I don't have full access to the FT but the internet edition is carrying a comment by a Stephen Green, who I assume is the same Stephen Green who is Chairman of HSBC.
Green suggests that the one power that the Bank of England has to control money supply, the power to set interest rates, is currently insufficient.
This is a huge admission by Green.
Absolutely huge!
What this statement says is that the private banks not the Bank of England create money (some of us knew that already and don't agree with it), and that the Bank of England can only act on the amount of money created by the private banks in the previous months.
But how many times has Green made this suggestion?
Green, if it is THE Green from HSBC, is Honorary Chairman of the British Bankers Association. To make a suggestion such as to transfer the God-like power to create money from the banks to the Bank of England would I assume require some support from within the BBA. If that is the case then what does that suggest?
It suggests that for now, because they have used up their credit creating powers and what bailouts they have received are nowhere near enough to have any effect on dragging the economy out of the shithole the banks threw us into in the first place, the banks are happy to give that power (which ultimately is our power) back to us so that we in the form of the Bank of England begin lending and take any hits that occur and as soon as the economy is back to health the banks and their newspaper gimps will be crying, "right, we want that power to create money again so we can screw the british taxpayers again and again and again and laugh all the way to the Cayman Islands (which will still be on the grey list in 20 years time)".

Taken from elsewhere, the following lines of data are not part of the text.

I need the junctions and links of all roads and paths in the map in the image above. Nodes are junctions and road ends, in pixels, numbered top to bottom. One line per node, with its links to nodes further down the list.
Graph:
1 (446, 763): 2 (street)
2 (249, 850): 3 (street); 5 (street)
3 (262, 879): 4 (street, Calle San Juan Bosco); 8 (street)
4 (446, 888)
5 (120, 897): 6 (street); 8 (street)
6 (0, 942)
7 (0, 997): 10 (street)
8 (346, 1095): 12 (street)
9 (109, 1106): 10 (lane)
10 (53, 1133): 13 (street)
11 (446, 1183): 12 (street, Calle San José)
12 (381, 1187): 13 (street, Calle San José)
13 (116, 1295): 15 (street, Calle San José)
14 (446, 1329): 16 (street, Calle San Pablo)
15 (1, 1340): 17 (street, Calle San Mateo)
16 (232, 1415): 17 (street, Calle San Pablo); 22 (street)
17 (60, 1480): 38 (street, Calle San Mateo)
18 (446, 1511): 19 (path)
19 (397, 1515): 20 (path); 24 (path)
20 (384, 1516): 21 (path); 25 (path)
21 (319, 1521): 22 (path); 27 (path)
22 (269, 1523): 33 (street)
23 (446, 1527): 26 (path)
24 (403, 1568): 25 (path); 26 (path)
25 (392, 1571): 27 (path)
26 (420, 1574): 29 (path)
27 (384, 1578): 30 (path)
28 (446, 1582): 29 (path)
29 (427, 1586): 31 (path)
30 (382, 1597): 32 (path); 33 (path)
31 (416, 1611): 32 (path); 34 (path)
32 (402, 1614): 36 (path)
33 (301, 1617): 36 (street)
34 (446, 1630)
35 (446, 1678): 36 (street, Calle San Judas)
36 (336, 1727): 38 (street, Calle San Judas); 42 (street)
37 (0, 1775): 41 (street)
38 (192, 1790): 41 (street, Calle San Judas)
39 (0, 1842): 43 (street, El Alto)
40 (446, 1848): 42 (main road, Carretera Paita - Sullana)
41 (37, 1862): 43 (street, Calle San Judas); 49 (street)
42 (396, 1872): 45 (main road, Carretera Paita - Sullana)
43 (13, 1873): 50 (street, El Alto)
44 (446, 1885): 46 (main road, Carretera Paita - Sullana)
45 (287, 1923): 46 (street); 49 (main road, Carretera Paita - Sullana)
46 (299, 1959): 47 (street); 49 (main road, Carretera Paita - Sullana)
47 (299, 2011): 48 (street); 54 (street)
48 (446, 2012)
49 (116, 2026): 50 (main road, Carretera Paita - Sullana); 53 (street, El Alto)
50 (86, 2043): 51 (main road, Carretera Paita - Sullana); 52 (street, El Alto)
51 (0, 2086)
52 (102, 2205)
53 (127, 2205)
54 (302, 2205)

1. yes, give the power to create money for the economy to the Bank of England or a similar organization but only after the BoE has been disinfected of the creeps who let the financial crisis evolve into what it has become and they have been replaced by men and women good and true with the best interests of the British people not the City banks at heart, who have either been elected by, or appointed by a committee elected by, the British people.
2. begin lending for many massive infrastructure improvements, ditch Trident and the ID card system.
3. keep that power in the hands of the British people and not give it up to the reckless, greedy gambling banks as soon as we realise what such a system can do and how the current system is ridiculoulsy unfair and plain stupid.